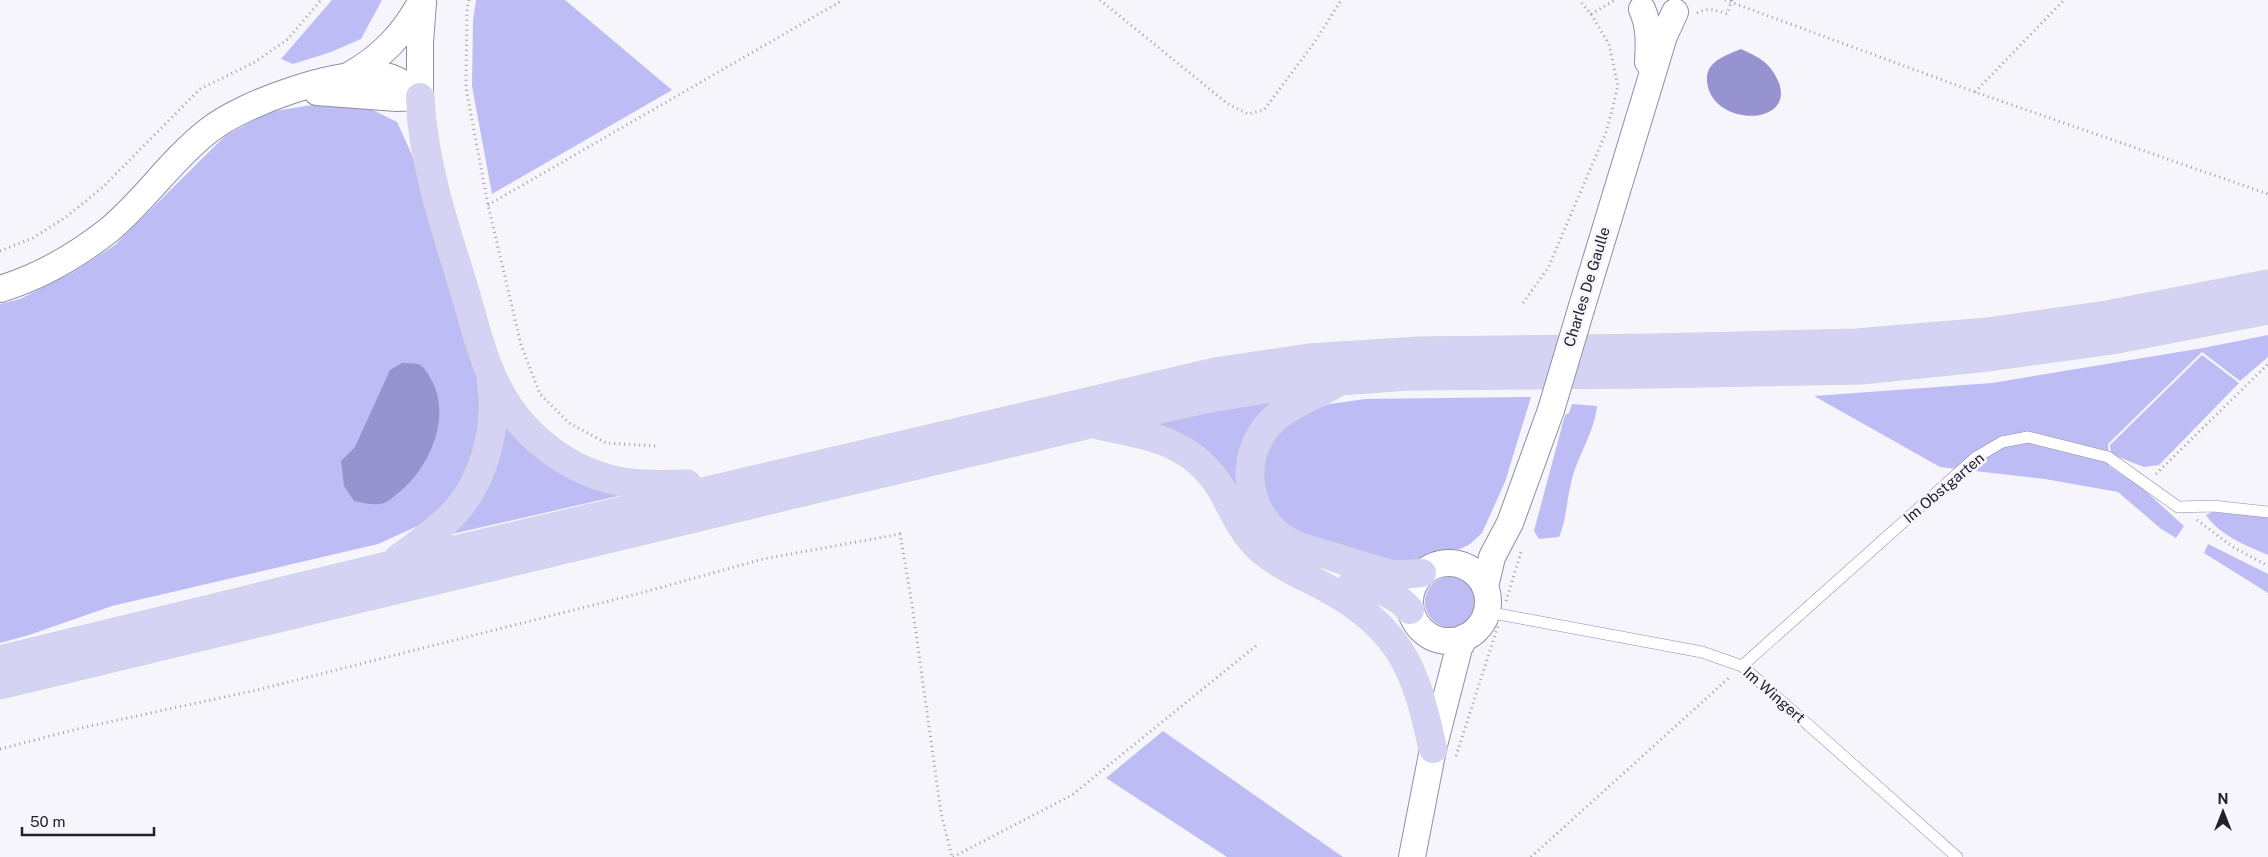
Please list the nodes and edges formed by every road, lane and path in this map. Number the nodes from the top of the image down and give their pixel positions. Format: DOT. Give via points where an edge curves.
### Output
graph roads {
  1 [pos="321,0"];
  2 [pos="423,0"];
  3 [pos="469,0"];
  4 [pos="843,0"];
  5 [pos="1100,0"];
  6 [pos="1341,0"];
  7 [pos="1579,0"];
  8 [pos="1615,0"];
  9 [pos="1725,0"];
  10 [pos="2064,0"];
  11 [pos="1636,5"];
  12 [pos="1685,6"];
  13 [pos="1591,14"];
  14 [pos="347,77"];
  15 [pos="296,91"];
  16 [pos="1646,92"];
  17 [pos="1975,92"];
  18 [pos="420,98"];
  19 [pos="2268,194"];
  20 [pos="488,205"];
  21 [pos="0,251"];
  22 [pos="2268,284"];
  23 [pos="0,289"];
  24 [pos="1523,303"];
  25 [pos="2268,310"];
  26 [pos="2268,364"];
  27 [pos="488,366"];
  28 [pos="1345,379"];
  29 [pos="1090,424"];
  30 [pos="657,446"];
  31 [pos="1525,482"];
  32 [pos="735,483"];
  33 [pos="2146,483"];
  34 [pos="2178,506"];
  35 [pos="2268,512"];
  36 [pos="1522,549"];
  37 [pos="1451,562"];
  38 [pos="391,565"];
  39 [pos="2268,566"];
  40 [pos="1288,567"];
  41 [pos="1422,573"];
  42 [pos="1491,605"];
  43 [pos="1410,610"];
  44 [pos="1427,634"];
  45 [pos="1465,637"];
  46 [pos="1257,644"];
  47 [pos="0,660"];
  48 [pos="1742,666"];
  49 [pos="0,685"];
  50 [pos="0,749"];
  51 [pos="1444,753"];
  52 [pos="953,857"];
  53 [pos="1412,857"];
  54 [pos="1531,857"];
  55 [pos="1957,857"];
  1 -- 21 [label="path" via="288,39 255,62 200,89 103,187 66,217 33,238"];
  2 -- 14 [label="street" via="393,44"];
  2 -- 18 [label="street"];
  3 -- 20 [label="path" via="466,88"];
  4 -- 20 [label="path"];
  5 -- 6 [label="path" via="1228,104 1248,114 1264,110 1314,43"];
  7 -- 13 [label="path"];
  8 -- 13 [label="path"];
  9 -- 17 [label="path"];
  10 -- 17 [label="path"];
  11 -- 12 [label="street" via="1658,14"];
  11 -- 16 [label="street, Charles De Gaulle" via="1647,21 1650,41"];
  12 -- 16 [label="street, Charles De Gaulle" via="1664,36"];
  13 -- 24 [label="path" via="1609,44 1618,86 1607,130 1548,268"];
  14 -- 15 [label="street"];
  14 -- 18 [label="street" via="375,75 394,79"];
  15 -- 18 [label="street"];
  15 -- 23 [label="street" via="259,102 224,119 194,143 133,208 87,246 39,274"];
  16 -- 31 [label="street, Charles De Gaulle, bridge" via="1550,410"];
  17 -- 19 [label="path"];
  18 -- 27 [label="highway" via="426,152 437,203"];
  20 -- 30 [label="path" via="522,345 540,394 569,423 606,443"];
  22 -- 32 [label="highway" via="2107,315 1988,332 1857,343 1419,350 1309,358 1215,372"];
  25 -- 28 [label="highway" via="2112,340 1861,370"];
  26 -- 33 [label="path"];
  27 -- 32 [label="highway" via="506,403 532,435 583,469 641,484"];
  27 -- 38 [label="highway" via="493,401 490,436 470,490 447,520"];
  28 -- 29 [label="highway" via="1210,398"];
  28 -- 41 [label="highway" via="1283,412 1265,429 1250,463 1253,500 1266,523 1298,546 1390,574"];
  29 -- 40 [label="highway" via="1157,438 1195,458 1214,478 1250,538 1267,555"];
  29 -- 49 [label="highway"];
  31 -- 37 [label="street, Charles De Gaulle" via="1484,540 1467,556"];
  31 -- 42 [label="street, Charles De Gaulle" via="1510,523 1492,557"];
  32 -- 38 [label="highway"];
  33 -- 34 [label="lane, Im Obstgarten"];
  33 -- 48 [label="lane, Im Obstgarten" via="2108,457 2028,437 2002,442 1975,458"];
  34 -- 35 [label="lane"];
  34 -- 39 [label="path" via="2233,547"];
  36 -- 42 [label="path"];
  37 -- 41 [label="street" via="1433,566"];
  37 -- 42 [label="street" via="1472,570"];
  38 -- 47 [label="highway"];
  40 -- 43 [label="highway" via="1386,591"];
  40 -- 51 [label="highway" via="1347,599 1365,612 1395,644 1416,680"];
  41 -- 43 [label="street" via="1411,590"];
  42 -- 45 [label="street" via="1481,624"];
  42 -- 48 [label="lane, Im Wingert" via="1702,652"];
  42 -- 51 [label="path"];
  43 -- 44 [label="street" via="1416,624"];
  44 -- 45 [label="street" via="1442,640"];
  44 -- 51 [label="street" via="1435,646 1438,660"];
  45 -- 51 [label="street" via="1459,648"];
  46 -- 52 [label="path" via="1072,795"];
  48 -- 54 [label="path"];
  48 -- 55 [label="lane, Im Wingert"];
  50 -- 52 [label="path" via="303,679 764,559 900,534 941,813"];
  51 -- 53 [label="street"];
}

◇ ◇ ◇

(Problem description): The answer is every line of the data, exactly as written, with the pictures dropped.

(Reply):
Please list the nodes and edges formed by every road, lane and path in this map. Number the nodes from the top of the image down and give their pixel positions. Format: DOT. Give via points where an edge curves.
### Output
graph roads {
  1 [pos="321,0"];
  2 [pos="423,0"];
  3 [pos="469,0"];
  4 [pos="843,0"];
  5 [pos="1100,0"];
  6 [pos="1341,0"];
  7 [pos="1579,0"];
  8 [pos="1615,0"];
  9 [pos="1725,0"];
  10 [pos="2064,0"];
  11 [pos="1636,5"];
  12 [pos="1685,6"];
  13 [pos="1591,14"];
  14 [pos="347,77"];
  15 [pos="296,91"];
  16 [pos="1646,92"];
  17 [pos="1975,92"];
  18 [pos="420,98"];
  19 [pos="2268,194"];
  20 [pos="488,205"];
  21 [pos="0,251"];
  22 [pos="2268,284"];
  23 [pos="0,289"];
  24 [pos="1523,303"];
  25 [pos="2268,310"];
  26 [pos="2268,364"];
  27 [pos="488,366"];
  28 [pos="1345,379"];
  29 [pos="1090,424"];
  30 [pos="657,446"];
  31 [pos="1525,482"];
  32 [pos="735,483"];
  33 [pos="2146,483"];
  34 [pos="2178,506"];
  35 [pos="2268,512"];
  36 [pos="1522,549"];
  37 [pos="1451,562"];
  38 [pos="391,565"];
  39 [pos="2268,566"];
  40 [pos="1288,567"];
  41 [pos="1422,573"];
  42 [pos="1491,605"];
  43 [pos="1410,610"];
  44 [pos="1427,634"];
  45 [pos="1465,637"];
  46 [pos="1257,644"];
  47 [pos="0,660"];
  48 [pos="1742,666"];
  49 [pos="0,685"];
  50 [pos="0,749"];
  51 [pos="1444,753"];
  52 [pos="953,857"];
  53 [pos="1412,857"];
  54 [pos="1531,857"];
  55 [pos="1957,857"];
  1 -- 21 [label="path" via="288,39 255,62 200,89 103,187 66,217 33,238"];
  2 -- 14 [label="street" via="393,44"];
  2 -- 18 [label="street"];
  3 -- 20 [label="path" via="466,88"];
  4 -- 20 [label="path"];
  5 -- 6 [label="path" via="1228,104 1248,114 1264,110 1314,43"];
  7 -- 13 [label="path"];
  8 -- 13 [label="path"];
  9 -- 17 [label="path"];
  10 -- 17 [label="path"];
  11 -- 12 [label="street" via="1658,14"];
  11 -- 16 [label="street, Charles De Gaulle" via="1647,21 1650,41"];
  12 -- 16 [label="street, Charles De Gaulle" via="1664,36"];
  13 -- 24 [label="path" via="1609,44 1618,86 1607,130 1548,268"];
  14 -- 15 [label="street"];
  14 -- 18 [label="street" via="375,75 394,79"];
  15 -- 18 [label="street"];
  15 -- 23 [label="street" via="259,102 224,119 194,143 133,208 87,246 39,274"];
  16 -- 31 [label="street, Charles De Gaulle, bridge" via="1550,410"];
  17 -- 19 [label="path"];
  18 -- 27 [label="highway" via="426,152 437,203"];
  20 -- 30 [label="path" via="522,345 540,394 569,423 606,443"];
  22 -- 32 [label="highway" via="2107,315 1988,332 1857,343 1419,350 1309,358 1215,372"];
  25 -- 28 [label="highway" via="2112,340 1861,370"];
  26 -- 33 [label="path"];
  27 -- 32 [label="highway" via="506,403 532,435 583,469 641,484"];
  27 -- 38 [label="highway" via="493,401 490,436 470,490 447,520"];
  28 -- 29 [label="highway" via="1210,398"];
  28 -- 41 [label="highway" via="1283,412 1265,429 1250,463 1253,500 1266,523 1298,546 1390,574"];
  29 -- 40 [label="highway" via="1157,438 1195,458 1214,478 1250,538 1267,555"];
  29 -- 49 [label="highway"];
  31 -- 37 [label="street, Charles De Gaulle" via="1484,540 1467,556"];
  31 -- 42 [label="street, Charles De Gaulle" via="1510,523 1492,557"];
  32 -- 38 [label="highway"];
  33 -- 34 [label="lane, Im Obstgarten"];
  33 -- 48 [label="lane, Im Obstgarten" via="2108,457 2028,437 2002,442 1975,458"];
  34 -- 35 [label="lane"];
  34 -- 39 [label="path" via="2233,547"];
  36 -- 42 [label="path"];
  37 -- 41 [label="street" via="1433,566"];
  37 -- 42 [label="street" via="1472,570"];
  38 -- 47 [label="highway"];
  40 -- 43 [label="highway" via="1386,591"];
  40 -- 51 [label="highway" via="1347,599 1365,612 1395,644 1416,680"];
  41 -- 43 [label="street" via="1411,590"];
  42 -- 45 [label="street" via="1481,624"];
  42 -- 48 [label="lane, Im Wingert" via="1702,652"];
  42 -- 51 [label="path"];
  43 -- 44 [label="street" via="1416,624"];
  44 -- 45 [label="street" via="1442,640"];
  44 -- 51 [label="street" via="1435,646 1438,660"];
  45 -- 51 [label="street" via="1459,648"];
  46 -- 52 [label="path" via="1072,795"];
  48 -- 54 [label="path"];
  48 -- 55 [label="lane, Im Wingert"];
  50 -- 52 [label="path" via="303,679 764,559 900,534 941,813"];
  51 -- 53 [label="street"];
}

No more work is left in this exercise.